SimVLM Simple Visual Language Model Pretraining with Weak Supervision

[ simvlm  multimodal  prefix-lm  masked-region-classification  word-patch-alignment  contrastive-loss  word-region-alignment  deep-learning  image-text-matching  transformer  ]

This is my reading note for SimVLM: Simple Visual Language Model Pretraining with Weak Supervision. SimVLM reduces the training complexity by exploiting large-scale weak supervision, and is trained end-to-end with a single prefix language modeling objective

Introduction

In order to capture the alignment between images and text, previous methods have extensively exploited two types of human-labeled datasets from multiple sources, which typically consist of the following steps. Firstly, object detection datasets are used to train a supervised object detector (OD) which allows further extracting region-of-interest (ROI) features from images Next, datasets with aligned image-text pairs are used for MLM pretraining of a fusion model that usually takes as input the concatenation of the extracted ROI features and the paired text (p. 2)

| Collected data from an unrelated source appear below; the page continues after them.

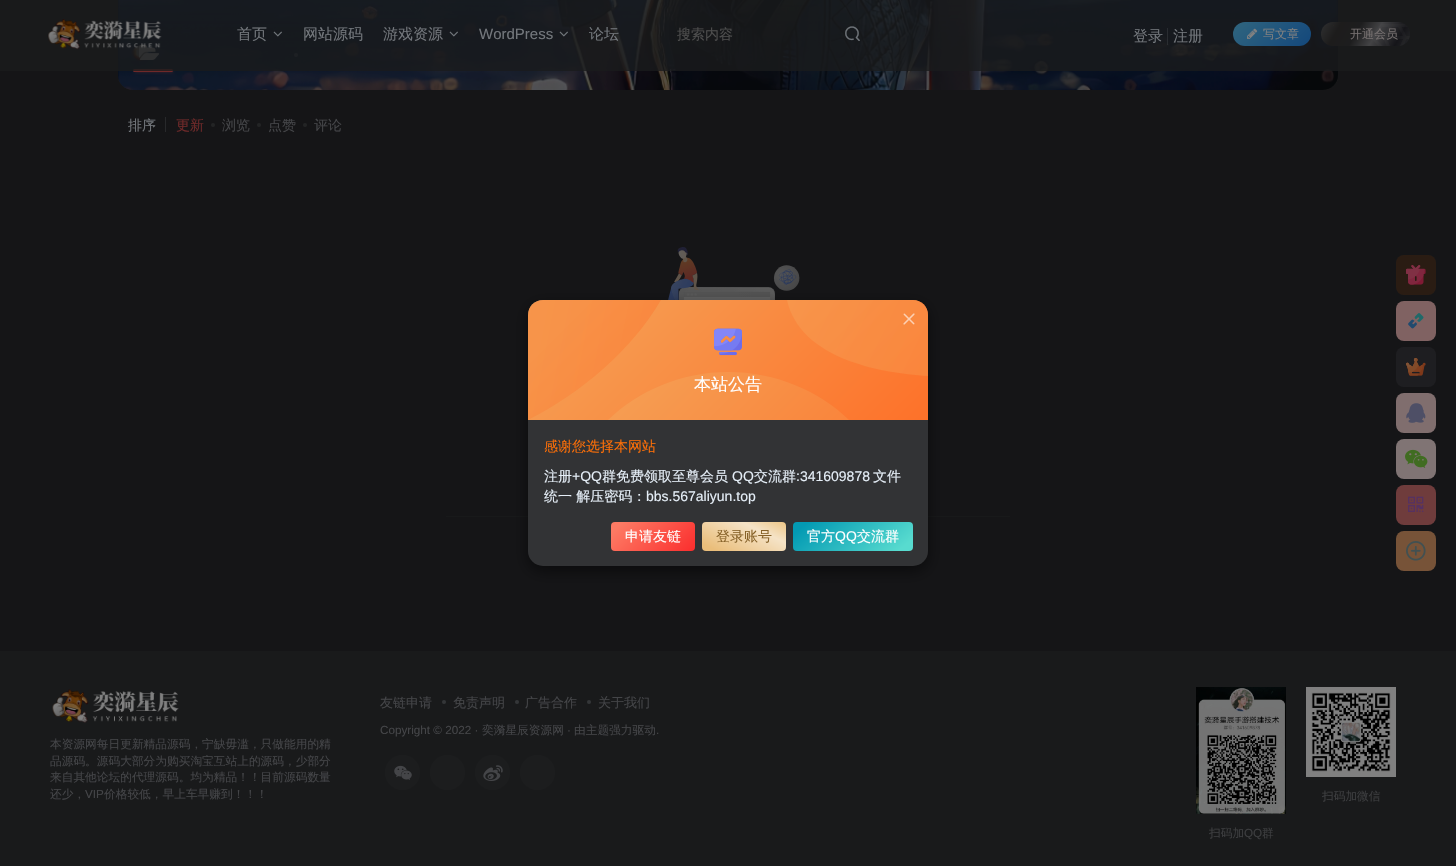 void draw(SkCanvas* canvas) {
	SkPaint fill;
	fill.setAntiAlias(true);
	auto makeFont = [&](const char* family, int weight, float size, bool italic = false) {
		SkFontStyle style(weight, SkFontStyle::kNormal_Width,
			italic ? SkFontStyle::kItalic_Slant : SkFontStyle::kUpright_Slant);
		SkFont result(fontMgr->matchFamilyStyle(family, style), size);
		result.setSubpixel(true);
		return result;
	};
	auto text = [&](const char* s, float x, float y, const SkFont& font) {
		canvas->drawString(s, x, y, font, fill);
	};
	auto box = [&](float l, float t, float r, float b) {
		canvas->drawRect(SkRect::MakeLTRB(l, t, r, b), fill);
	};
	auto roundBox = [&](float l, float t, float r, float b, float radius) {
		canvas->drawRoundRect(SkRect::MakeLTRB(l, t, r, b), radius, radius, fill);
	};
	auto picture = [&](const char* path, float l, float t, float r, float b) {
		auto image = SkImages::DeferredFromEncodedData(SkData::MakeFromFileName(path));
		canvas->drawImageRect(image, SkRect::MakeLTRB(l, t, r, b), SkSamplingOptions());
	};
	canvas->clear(0xFF151517);
	fill.setColor(0xFF191A1B);
	roundBox(118, -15, 1338, 90, 15);
	picture("image7.png", 118, 0, 1338, 90);
	{
		const SkColor colors[] = {0x660F1519, 0x000F1519};
		const float stops[] = {0.11f, 0.29f};
		const SkPoint ends[] = {{728, 90}, {728, -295}};
		fill.setShader(SkGradientShader::MakeLinear(ends, colors, stops, 2, SkTileMode::kClamp));
		fill.setAlpha(255);
	}
	roundBox(118, -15, 1338, 90, 15);
	picture("image8.png", 139, 44, 160, 60);
	fill.setShader(nullptr);
	fill.setColor(0xFF2D3541);
	canvas->drawCircle(296, 55, 2, fill);
	fill.setColor(0xFF6F2929);
	fill.setMaskFilter(SkMaskFilter::MakeBlur(kNormal_SkBlurStyle, 1.5f));
	canvas->drawRoundRect(SkRect::MakeLTRB(135, 71, 173, 72), 0.5f, 0.5f, fill);
	fill.setMaskFilter(nullptr);
	roundBox(133, 69, 173, 72, 1.5f);
	fill.setColor(0xCC191A1B);
	box(0, 0, 1456, 71);
	picture("image0.png", 47, 19, 162, 50);
	picture("image1.png", 273, 31, 282, 37);
	picture("image2.png", 449, 31, 458, 37);
	picture("image3.png", 559, 31, 568, 37);
	picture("image4.png", 845, 26, 860, 41);
	fill.setColor(0x3373777C);
	box(1167, 28, 1168, 45);
	{
		const SkColor colors[] = {0xFF2D627E, 0xFF13477C};
		const float stops[] = {0.1f, 1};
		const SkPoint ends[] = {{1247, 9}, {1298, 60}};
		fill.setShader(SkGradientShader::MakeLinear(ends, colors, stops, 2, SkTileMode::kClamp));
		fill.setAlpha(255);
	}
	roundBox(1233, 22, 1311, 46, 12);
	picture("image5.png", 1247, 28, 1258, 39);
	{
		const SkColor colors[] = {0xFF262729, 0xFF151519, 0xFF434345, 0xFF1D1D1E, 0xFF1D1C1C, 0xFF2F3031};
		const float stops[] = {0, 0.15f, 0.4f, 0.6f, 0.8f, 1};
		const SkPoint ends[] = {{1404, 56}, {1327, 12}};
		fill.setShader(SkGradientShader::MakeLinear(ends, colors, stops, 6, SkTileMode::kClamp));
		fill.setAlpha(255);
	}
	roundBox(1321, 22, 1410, 46, 12);
	fill.setShader(nullptr);
	fill.setColor(0xFF272423);
	box(1333, 25, 1334, 26);
	fill.setColor(0xFF28292B);
	box(165, 117, 166, 132);
	fill.setColor(0xFF232425);
	canvas->drawCircle(213, 125, 2, fill);
	canvas->drawCircle(259, 125, 2, fill);
	canvas->drawCircle(305, 125, 2, fill);
	picture("image9.png", 668, 247, 800, 300);
	fill.setColor(0xFF18191A);
	box(446, 516, 528, 517);
	box(928, 516, 1010, 517);
	fill.setColor(0x80000000);
	fill.setMaskFilter(SkMaskFilter::MakeBlur(kNormal_SkBlurStyle, 7.5f));
	canvas->drawRoundRect(SkRect::MakeLTRB(528, 305, 928, 571), 15, 15, fill);
	fill.setMaskFilter(nullptr);
	fill.setColor(0xFF323335);
	roundBox(528, 300, 928, 566, 15);
	{
		const SkColor colors[] = {0xFFF59F54, 0xFFFF6922};
		const float stops[] = {0.1f, 1};
		const SkPoint ends[] = {{618, 210}, {918, 510}};
		fill.setShader(SkGradientShader::MakeLinear(ends, colors, stops, 2, SkTileMode::kClamp));
		fill.setAlpha(255);
	}
	canvas->drawPath(SkPathBuilder().moveTo(543, 300).lineTo(913, 300).cubicTo(921.5f, 300, 928, 306.5f, 928, 315).lineTo(928, 420).lineTo(528, 420).lineTo(528, 315).cubicTo(528, 306.5f, 534.5f, 300, 543, 300).close().detach(), fill);
	{
		const SkColor colors[] = {0xFFF59F54, 0xFFFF6922};
		const float stops[] = {0.1f, 1};
		const SkPoint ends[] = {{575, 364}, {882, 670}};
		fill.setShader(SkGradientShader::MakeLinear(ends, colors, stops, 2, SkTileMode::kClamp));
		fill.setAlpha(255);
	}
	canvas->drawPath(SkPathBuilder().moveTo(728, 372).cubicTo(776, 372, 819, 391, 849, 420).lineTo(608, 420).cubicTo(638, 391, 681, 372, 728, 372).close().detach(), fill);
	{
		const SkColor colors[] = {0x66F59F54, 0x66FF6922};
		const float stops[] = {0.1f, 1};
		const SkPoint ends[] = {{292, 267}, {719, 351}};
		fill.setShader(SkGradientShader::MakeLinear(ends, colors, stops, 2, SkTileMode::kClamp));
		fill.setAlpha(255);
	}
	canvas->drawPath(SkPathBuilder().moveTo(543, 300).lineTo(661, 300).cubicTo(631, 351, 581, 393, 528, 420).lineTo(528, 315).cubicTo(528, 307, 535, 300, 543, 300).close().detach(), fill);
	{
		const SkColor colors[] = {0x99F59F54, 0x99FF6922};
		const float stops[] = {0.1f, 1};
		const SkPoint ends[] = {{799, 46}, {1419, 348}};
		fill.setShader(SkGradientShader::MakeLinear(ends, colors, stops, 2, SkTileMode::kClamp));
		fill.setAlpha(255);
	}
	canvas->drawPath(SkPathBuilder().moveTo(928, 376).cubicTo(878, 373, 800, 358, 787, 300).lineTo(913, 300).cubicTo(921, 300, 928, 307, 928, 315).close().detach(), fill);
	picture("image10.png", 903, 313, 915, 325);
	picture("image11.png", 714, 328, 742, 356);
	{
		const SkColor colors[] = {0xFFFD7A64, 0xFFFB2D2D};
		const float stops[] = {0.1f, 1};
		const SkPoint ends[] = {{625, 508}, {681, 565}};
		fill.setShader(SkGradientShader::MakeLinear(ends, colors, stops, 2, SkTileMode::kClamp));
		fill.setAlpha(255);
	}
	roundBox(611, 522, 695, 551, 4);
	{
		const SkColor colors[] = {0xFFEABE7B, 0xFFF5E3C7, 0xFFEDC788};
		const float stops[] = {0.1f, 0.7f, 1};
		const SkPoint ends[] = {{731, 564}, {757, 509}};
		fill.setShader(SkGradientShader::MakeLinear(ends, colors, stops, 3, SkTileMode::kClamp));
		fill.setAlpha(255);
	}
	roundBox(702, 522, 786, 551, 4);
	{
		const SkColor colors[] = {0xFF039AB3, 0xFF58DBCF};
		const float stops[] = {0.1f, 0.9f};
		const SkPoint ends[] = {{821, 498}, {885, 575}};
		fill.setShader(SkGradientShader::MakeLinear(ends, colors, stops, 2, SkTileMode::kClamp));
		fill.setAlpha(255);
	}
	roundBox(793, 522, 913, 551, 4);
	fill.setShader(nullptr);
	fill.setColor(0xFF2A1C13);
	roundBox(1396, 255, 1436, 295, 8);
	picture("image12.png", 1406, 265, 1426, 285);
	fill.setColor(0xFF806262);
	roundBox(1396, 301, 1436, 341, 8);
	picture("image13.png", 1408, 313, 1424, 329);
	fill.setColor(0xFF1E1E21);
	roundBox(1396, 347, 1436, 387, 8);
	picture("image14.png", 1406, 358, 1426, 376);
	fill.setColor(0xFF806E6E);
	roundBox(1396, 393, 1436, 433, 8);
	picture("image15.png", 1406, 403, 1426, 423);
	fill.setColor(0xFF807474);
	roundBox(1396, 439, 1436, 479, 8);
	picture("image16.png", 1405, 449, 1428, 468);
	fill.setColor(0xFF6F3C3C);
	roundBox(1396, 485, 1436, 525, 8);
	picture("image17.png", 1408, 496, 1424, 512);
	fill.setColor(0xFF775338);
	roundBox(1396, 531, 1436, 571, 8);
	picture("image18.png", 1406, 541, 1426, 561);
	fill.setColor(0xFF191A1B);
	box(0, 651, 1456, 866);
	fill.setColor(0xFF343638);
	canvas->drawCircle(444, 702, 2, fill);
	canvas->drawCircle(517, 702, 2, fill);
	canvas->drawCircle(589, 702, 2, fill);
	fill.setColor(0xFF1C1D1E);
	canvas->drawCircle(402.5f, 772.5f, 17.5f, fill);
	picture("image19.png", 394, 765, 412, 780);
	canvas->drawCircle(447.5f, 772.5f, 17.5f, fill);
	canvas->drawCircle(492.5f, 772.5f, 17.5f, fill);
	picture("image20.png", 483, 765, 503, 781);
	canvas->drawCircle(537.5f, 772.5f, 17.5f, fill);
	picture("image21.png", 52, 689, 179, 723);
	picture("image22.png", 1306, 687, 1396, 777);
	picture("image23.png", 1196, 687, 1286, 814);
	auto font1 = makeFont("WenQuanYi Zen Hei", 500, 15);
	fill.setColor(0xFF73777C);
	text("首页", 237, 39, font1);
	text("网站源码", 303, 39, font1);
	text("游戏资源", 383, 39, font1);
	auto font2 = makeFont("Liberation Sans", 400, 15);
	text("WordPress", 479, 39, font2);
	text("论坛", 589, 39, font1);
	auto font3 = makeFont("WenQuanYi Zen Hei", 500, 14);
	fill.setColor(0xFF4D4D4D);
	text("搜索内容", 677, 39, font3);
	fill.setColor(0xFF73777C);
	text("登录", 1133, 41, font1);
	text("注册", 1173, 41, font1);
	auto font4 = makeFont("WenQuanYi Zen Hei", 500, 12);
	fill.setColor(0xFF808080);
	text("写文章", 1263, 38, font4);
	fill.setColor(0xFF767070);
	text("开通会员", 1350, 38, font4);
	picture("image6.png", 1371, 24, 1410, 46);
	fill.setColor(0xFF73777C);
	text("排序", 128, 130, font3);
	fill.setColor(0xFF6F2929);
	text("更新", 176, 130, font3);
	fill.setColor(0xFF444548);
	text("浏览", 222, 130, font3);
	text("点赞", 268, 130, font3);
	text("评论", 314, 130, font3);
	auto font5 = makeFont("WenQuanYi Zen Hei", 500, 17);
	fill.setColor(0xFFFFFFFF);
	text("本站公告", 694, 390, font5);
	fill.setColor(0xFFFF6F06);
	text("感谢您选择本网站", 544, 451, font3);
	fill.setColor(0xFFE5EEF7);
	text("注册", 544, 481, font3);
	auto font6 = makeFont("Liberation Sans", 400, 14);
	text("+QQ", 572, 481, font6);
	text("群免费领取至尊会员", 602, 481, font3);
	text("QQ", 732, 481, font6);
	text("交流群", 754, 481, font3);
	text(":341609878", 796, 481, font6);
	text("文件", 873, 481, font3);
	text("统一 解压密码：", 544, 501, font3);
	text("bbs.567aliyun.top", 646, 501, font6);
	fill.setColor(0xFFFFFFFF);
	text("申请友链", 625, 541, font3);
	fill.setColor(0xFF866127);
	text("登录账号", 716, 541, font3);
	fill.setColor(0xFFFFFFFF);
	text("官方", 807, 541, font3);
	text("QQ", 835, 541, font6);
	text("交流群", 857, 541, font3);
	auto font7 = makeFont("WenQuanYi Zen Hei", 500, 13);
	fill.setColor(0xFF444548);
	text("友链申请", 380, 707, font7);
	text("免责声明", 453, 707, font7);
	text("广告合作", 525, 707, font7);
	text("关于我们", 598, 707, font7);
	auto font8 = makeFont("Liberation Sans", 400, 11.7f);
	text("Copyright © 2022 ·", 380, 734, font8);
	auto font9 = makeFont("WenQuanYi Zen Hei", 500, 11.7f);
	text("奕漪星辰资源网", 482, 734, font9);
	text("·", 567, 734, font8);
	text("由主题强力驱动", 574, 734, font9);
	text(".", 656, 734, font8);
	text("本资源网每日更新精品源码，宁缺毋滥，只做能用的精", 50, 748, font9);
	text("品源码。源码大部分为购买淘宝互站上的源码，少部分", 50, 765, font9);
	text("来自其他论坛的代理源码。均为精品！！目前源码数量", 50, 781, font9);
	text("还少，", 50, 798, font9);
	text("VIP", 85, 798, font8);
	text("价格较低，早上车早赚到！！！", 104, 798, font9);
	fill.setColor(0xFF3C3D3F);
	text("扫码加微信", 1322, 800, font9);
	text("扫码加", 1209, 837, font9);
	text("QQ", 1244, 837, font8);
	text("群", 1262, 837, font9);
}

Multiple cross-modality loss functions have been proposed as part of the training objectives, for example:

  1. image-text matching (p. 2)
  2. masked region classification/feature regression ( (p. 2)
  3. contrastive loss (p. 3)
  4. word-region alignment (p. 3)
  5. word-patch alignment (p. 3)

Our work by contrast, follows a minimalist approach that takes raw image inputs and makes use of only the language modeling loss, without resorting to auxiliary models like faster R-CNN for image region detection (p. 3)

Proposed Method

BACKGROUND

The bidirectional Masked Language Modeling (MLM) has been one of the most popular selfsupervised training objectives for textual representation learning. As demonstrated by BERT (Devlin et al., 2018), it is based on the idea of denoising autoencoder such that the model is trained to recover the corrupted tokens in a document (p. 3)

Alternatively, the unidirectional Language Modeling (LM) trains the model to directly maximize the likelihood of the sequence x under the forward autoregressive factorization (p. 3)

PROPOSED OBJECTIVE: PREFIX LANGUAGE MODELING

PrefixLM differs from the standard LM such that it enables bi-directional attention on the prefix sequence (e.g. x<Tp in Eq. (3)), and only conducts autoregressive factorization on the remaining tokens (p. 4)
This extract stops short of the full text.